*Task prompt:* In full and without alteration, write out the lines below.

= = = = = = =

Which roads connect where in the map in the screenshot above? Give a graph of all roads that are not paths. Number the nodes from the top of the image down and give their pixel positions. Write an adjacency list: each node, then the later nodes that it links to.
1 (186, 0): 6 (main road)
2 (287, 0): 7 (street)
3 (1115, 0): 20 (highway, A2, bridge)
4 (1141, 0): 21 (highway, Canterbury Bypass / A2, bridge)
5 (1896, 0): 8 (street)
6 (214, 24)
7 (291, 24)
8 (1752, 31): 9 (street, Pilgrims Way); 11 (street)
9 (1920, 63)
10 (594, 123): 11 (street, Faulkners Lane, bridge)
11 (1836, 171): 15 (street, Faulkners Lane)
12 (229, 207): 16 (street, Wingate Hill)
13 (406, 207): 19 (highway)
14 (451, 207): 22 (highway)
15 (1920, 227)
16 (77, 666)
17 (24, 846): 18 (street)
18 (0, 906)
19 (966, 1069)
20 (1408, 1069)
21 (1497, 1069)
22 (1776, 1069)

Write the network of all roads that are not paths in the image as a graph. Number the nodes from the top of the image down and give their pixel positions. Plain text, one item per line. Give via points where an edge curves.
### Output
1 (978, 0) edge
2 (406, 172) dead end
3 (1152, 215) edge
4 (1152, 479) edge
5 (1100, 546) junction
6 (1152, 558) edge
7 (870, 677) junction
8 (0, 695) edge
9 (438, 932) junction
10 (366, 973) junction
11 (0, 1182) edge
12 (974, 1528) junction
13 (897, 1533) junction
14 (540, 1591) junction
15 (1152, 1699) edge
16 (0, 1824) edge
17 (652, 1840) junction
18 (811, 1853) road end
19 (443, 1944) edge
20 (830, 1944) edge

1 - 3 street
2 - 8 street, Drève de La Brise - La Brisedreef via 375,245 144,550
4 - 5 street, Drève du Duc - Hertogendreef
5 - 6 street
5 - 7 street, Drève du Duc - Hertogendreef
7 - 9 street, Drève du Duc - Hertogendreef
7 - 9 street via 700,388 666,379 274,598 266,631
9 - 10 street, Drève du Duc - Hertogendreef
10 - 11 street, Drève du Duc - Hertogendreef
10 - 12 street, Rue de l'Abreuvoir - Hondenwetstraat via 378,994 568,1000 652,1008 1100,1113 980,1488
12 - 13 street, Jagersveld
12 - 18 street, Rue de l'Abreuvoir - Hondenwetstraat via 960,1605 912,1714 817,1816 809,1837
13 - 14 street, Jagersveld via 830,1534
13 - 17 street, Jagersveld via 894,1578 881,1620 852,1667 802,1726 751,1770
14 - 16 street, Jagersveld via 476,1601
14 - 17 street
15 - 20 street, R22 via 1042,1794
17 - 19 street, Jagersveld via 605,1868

= = = = = = =

*Exercise response:*
Which roads connect where in the map in the screenshot above? Give a graph of all roads that are not paths. Number the nodes from the top of the image down and give their pixel positions. Write an adjacency list: each node, then the later nodes that it links to.
1 (186, 0): 6 (main road)
2 (287, 0): 7 (street)
3 (1115, 0): 20 (highway, A2, bridge)
4 (1141, 0): 21 (highway, Canterbury Bypass / A2, bridge)
5 (1896, 0): 8 (street)
6 (214, 24)
7 (291, 24)
8 (1752, 31): 9 (street, Pilgrims Way); 11 (street)
9 (1920, 63)
10 (594, 123): 11 (street, Faulkners Lane, bridge)
11 (1836, 171): 15 (street, Faulkners Lane)
12 (229, 207): 16 (street, Wingate Hill)
13 (406, 207): 19 (highway)
14 (451, 207): 22 (highway)
15 (1920, 227)
16 (77, 666)
17 (24, 846): 18 (street)
18 (0, 906)
19 (966, 1069)
20 (1408, 1069)
21 (1497, 1069)
22 (1776, 1069)

Write the network of all roads that are not paths in the image as a graph. Number the nodes from the top of the image down and give their pixel positions. Plain text, one item per line. Give via points where an edge curves.
### Output
1 (978, 0) edge
2 (406, 172) dead end
3 (1152, 215) edge
4 (1152, 479) edge
5 (1100, 546) junction
6 (1152, 558) edge
7 (870, 677) junction
8 (0, 695) edge
9 (438, 932) junction
10 (366, 973) junction
11 (0, 1182) edge
12 (974, 1528) junction
13 (897, 1533) junction
14 (540, 1591) junction
15 (1152, 1699) edge
16 (0, 1824) edge
17 (652, 1840) junction
18 (811, 1853) road end
19 (443, 1944) edge
20 (830, 1944) edge

1 - 3 street
2 - 8 street, Drève de La Brise - La Brisedreef via 375,245 144,550
4 - 5 street, Drève du Duc - Hertogendreef
5 - 6 street
5 - 7 street, Drève du Duc - Hertogendreef
7 - 9 street, Drève du Duc - Hertogendreef
7 - 9 street via 700,388 666,379 274,598 266,631
9 - 10 street, Drève du Duc - Hertogendreef
10 - 11 street, Drève du Duc - Hertogendreef
10 - 12 street, Rue de l'Abreuvoir - Hondenwetstraat via 378,994 568,1000 652,1008 1100,1113 980,1488
12 - 13 street, Jagersveld
12 - 18 street, Rue de l'Abreuvoir - Hondenwetstraat via 960,1605 912,1714 817,1816 809,1837
13 - 14 street, Jagersveld via 830,1534
13 - 17 street, Jagersveld via 894,1578 881,1620 852,1667 802,1726 751,1770
14 - 16 street, Jagersveld via 476,1601
14 - 17 street
15 - 20 street, R22 via 1042,1794
17 - 19 street, Jagersveld via 605,1868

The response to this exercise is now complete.